Two ways home
By Xandr Brown

Andrea Ramirez stands in a field neighborhing her childhood home in Caneyville, a place unique for being in Amish country. Andrea has two families, one in Guatemala and the other in Grayson County because her biological family wanted her to have the education and success they couldn’t have. Today she teaches 5th grade at Clarkson Elementary School.

The din of students in the hallway at Clarkson Elementary subsides as the school day ends, so Andrea Ramirez picks up the phone and dials a number in Guatemala. She and her mother must make up for lost time.

It has been more than a week since they last spoke, so there’s a lot to catch up on: new flowers, a cement walkway and lights for outdoor parties that weren’t there the last time Andrea was in Santa Catarina Pinula, Guatemala. The flowers planted in honor of her late grandmother have kept their full bloom, her mother reports.

“Esta´muy linda!” says Andrea.

“Eres mi estrella especial,” says her mother.

Andrea spends summers in Guatemala, but calls home regularly during the rest of the year. Her mother determined long ago that Andrea was the one among all six of her children who would get an education, even if Guatemala wasn’t capable of giving it to her. So, from the time Andrea was 3 years old, she began to prepare her to move from her native land.

Now 32, Andrea teaches fifth-graders. This is the first year she hasn’t had a foster student in her class. Many of her students still live in flux, traveling between foster homes and grandparents. She can relate, having spent years of her childhood living between Guatemala and the U.S. as her sisters traveled here for medical care that was unavailable at home.
The family found help through a Kentucky-based nonprofit that provided free surgeries and child care assistance to Guatemalan families. Andrea was placed with Brad and Brenda Cooke, who were fostering five other children at the time.

“She asked . . . if they would take me for as long as I could possibly travel to be educated. And they said yes. So I would travel under a medical visa, and I would go and stay with them when school started. And I would stay until the end of the school year. And then I would go back to Guatemala. And we did that for some time.”

Andrea remembers repeating kindergarten twice and finally making it to sixth grade. Then, at age 11, she found herself in Guatemala – slowly accepting that the journey to finish her U.S. education had concluded – when an unexpected opportunity arose, and the Cooke family brought her back. They spent the next five years helping her obtain her citizenship. For those five years, she was completely separated from her biological family.

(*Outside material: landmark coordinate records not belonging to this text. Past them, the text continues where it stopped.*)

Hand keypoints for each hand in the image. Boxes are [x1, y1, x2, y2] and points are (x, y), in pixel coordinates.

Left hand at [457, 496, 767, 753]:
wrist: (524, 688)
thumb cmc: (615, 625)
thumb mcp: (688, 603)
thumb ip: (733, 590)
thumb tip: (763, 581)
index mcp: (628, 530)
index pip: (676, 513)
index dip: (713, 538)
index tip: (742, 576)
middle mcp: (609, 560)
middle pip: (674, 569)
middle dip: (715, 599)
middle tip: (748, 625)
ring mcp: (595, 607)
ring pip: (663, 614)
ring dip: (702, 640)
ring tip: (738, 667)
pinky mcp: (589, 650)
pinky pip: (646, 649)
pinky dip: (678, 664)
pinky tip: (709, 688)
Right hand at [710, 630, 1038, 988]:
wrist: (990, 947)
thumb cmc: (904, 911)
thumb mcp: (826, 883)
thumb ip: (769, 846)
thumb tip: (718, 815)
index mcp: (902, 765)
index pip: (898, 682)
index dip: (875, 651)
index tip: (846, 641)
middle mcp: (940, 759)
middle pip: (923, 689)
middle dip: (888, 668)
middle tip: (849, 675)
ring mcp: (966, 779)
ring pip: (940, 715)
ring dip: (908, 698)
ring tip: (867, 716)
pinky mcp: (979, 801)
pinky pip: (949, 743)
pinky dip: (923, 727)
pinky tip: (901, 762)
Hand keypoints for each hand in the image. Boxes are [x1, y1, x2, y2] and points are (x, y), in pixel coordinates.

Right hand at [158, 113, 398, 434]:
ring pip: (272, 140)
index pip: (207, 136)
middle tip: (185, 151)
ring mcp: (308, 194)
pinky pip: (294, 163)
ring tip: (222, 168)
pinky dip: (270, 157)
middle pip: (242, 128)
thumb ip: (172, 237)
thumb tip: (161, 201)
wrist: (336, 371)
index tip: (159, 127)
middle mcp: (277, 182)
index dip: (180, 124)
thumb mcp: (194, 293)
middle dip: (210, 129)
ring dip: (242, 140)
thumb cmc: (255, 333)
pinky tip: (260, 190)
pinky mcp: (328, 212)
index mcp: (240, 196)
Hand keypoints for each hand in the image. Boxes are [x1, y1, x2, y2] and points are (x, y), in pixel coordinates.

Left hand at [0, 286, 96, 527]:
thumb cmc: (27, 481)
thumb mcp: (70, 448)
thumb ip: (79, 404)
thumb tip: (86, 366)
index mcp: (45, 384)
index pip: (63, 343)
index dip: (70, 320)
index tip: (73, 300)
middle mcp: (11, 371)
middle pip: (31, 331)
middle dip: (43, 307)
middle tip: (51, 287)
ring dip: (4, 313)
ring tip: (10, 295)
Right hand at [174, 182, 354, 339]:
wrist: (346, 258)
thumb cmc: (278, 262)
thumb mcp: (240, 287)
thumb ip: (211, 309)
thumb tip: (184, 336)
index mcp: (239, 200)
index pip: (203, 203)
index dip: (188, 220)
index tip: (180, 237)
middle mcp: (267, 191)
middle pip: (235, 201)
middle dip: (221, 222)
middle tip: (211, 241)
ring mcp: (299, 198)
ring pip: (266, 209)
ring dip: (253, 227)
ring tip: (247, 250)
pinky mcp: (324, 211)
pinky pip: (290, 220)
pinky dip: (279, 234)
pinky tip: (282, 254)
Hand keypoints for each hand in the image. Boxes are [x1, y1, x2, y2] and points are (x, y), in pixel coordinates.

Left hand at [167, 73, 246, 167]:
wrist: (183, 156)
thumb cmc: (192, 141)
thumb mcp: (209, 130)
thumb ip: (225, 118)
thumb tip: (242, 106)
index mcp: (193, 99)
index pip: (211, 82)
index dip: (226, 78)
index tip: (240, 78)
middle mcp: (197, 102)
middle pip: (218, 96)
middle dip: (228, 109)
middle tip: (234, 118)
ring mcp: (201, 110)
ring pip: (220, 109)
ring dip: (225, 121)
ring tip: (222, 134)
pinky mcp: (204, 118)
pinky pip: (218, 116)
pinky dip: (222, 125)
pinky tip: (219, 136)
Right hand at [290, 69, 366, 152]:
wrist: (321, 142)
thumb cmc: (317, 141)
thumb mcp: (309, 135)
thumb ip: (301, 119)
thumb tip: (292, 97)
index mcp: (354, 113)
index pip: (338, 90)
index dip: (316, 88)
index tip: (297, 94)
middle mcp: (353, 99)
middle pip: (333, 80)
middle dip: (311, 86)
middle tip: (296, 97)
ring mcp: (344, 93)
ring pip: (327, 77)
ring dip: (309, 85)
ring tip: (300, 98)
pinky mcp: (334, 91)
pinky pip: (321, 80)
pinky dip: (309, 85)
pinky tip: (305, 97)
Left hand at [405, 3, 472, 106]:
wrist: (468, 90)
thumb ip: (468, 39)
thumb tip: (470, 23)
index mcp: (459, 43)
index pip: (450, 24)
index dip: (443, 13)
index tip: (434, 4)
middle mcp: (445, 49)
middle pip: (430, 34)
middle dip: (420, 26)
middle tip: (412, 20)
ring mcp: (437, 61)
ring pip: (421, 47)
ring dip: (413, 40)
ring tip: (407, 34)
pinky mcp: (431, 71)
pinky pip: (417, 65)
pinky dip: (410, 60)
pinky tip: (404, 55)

She is now a living portrait of the American dream, determined to give her students the love and consistency she desired through years of living between two worlds. She has found ways to bring them together while accepting that there will always be parts of her that live in separate rooms.

Lydia Drake, 10, raises her hand to answer a question during reading class as Andrea looks on.

Andrea gets a surprise after school group hug from sisters Emma Butler, 9, and Addy Bagshaw, 7. She has been friends with their mom since middle school.

Andrea Facetimes her mother, Concepcio Carias, 68, at her desk after school. Her mother was the primary breadwinner and was often away from home as a traveling nanny for families around the world. “She traveled everywhere . . . and she would always just send money,” says Andrea. “She did not marry until she was 28, which is very rare for people in Guatemala at that time and being that old. So, that’s something she wanted me to experience. She wanted to give me the opportunity to see the world and not just think that Guatemala was the only thing to see. There was more to life than just our community.”

Andrea sits down with her American parents, Brad and Brenda Cook, for barbecue dinner in the home they have owned for over 40 years. Andrea plans to care for them until they die and considers it her duty to do so. “I guess I still carry that culture, that you always take care of your parents,” says Andrea. “That’s very different from a lot of Americans here, where it’s like, ‘OK. When I’m 18, I’m moving out,’ and you’re on your own. But I always felt like if I’m able to help them, then I do help them. It’s the same way with my family in Guatemala.”

Andrea Rameriz is pictured beside her American nephews (from left) Bradley and Cameron Hicks in 1997.

Brenda Cook, 67, looks on as Andrea thumbs through an album of last year’s summer in Guatemala.

Andrea holds a single Guatemalan worry doll, a keepsake from her home country, in her room. It is said that children tell the dolls their worries and place them under their pillows at night for a peaceful sleep. When they wake up, their worries are gone.

Andrea turns to give her American sister’s husband Kelly Hicks a hug.

Teacher and aunt Sarah Hale looks on as preschooler Rhea Kiper, 4, rushes to Andrea for a hug before the start of the school day. After becoming the best teacher she can be, Andrea hopes to become a foster mom herself one day.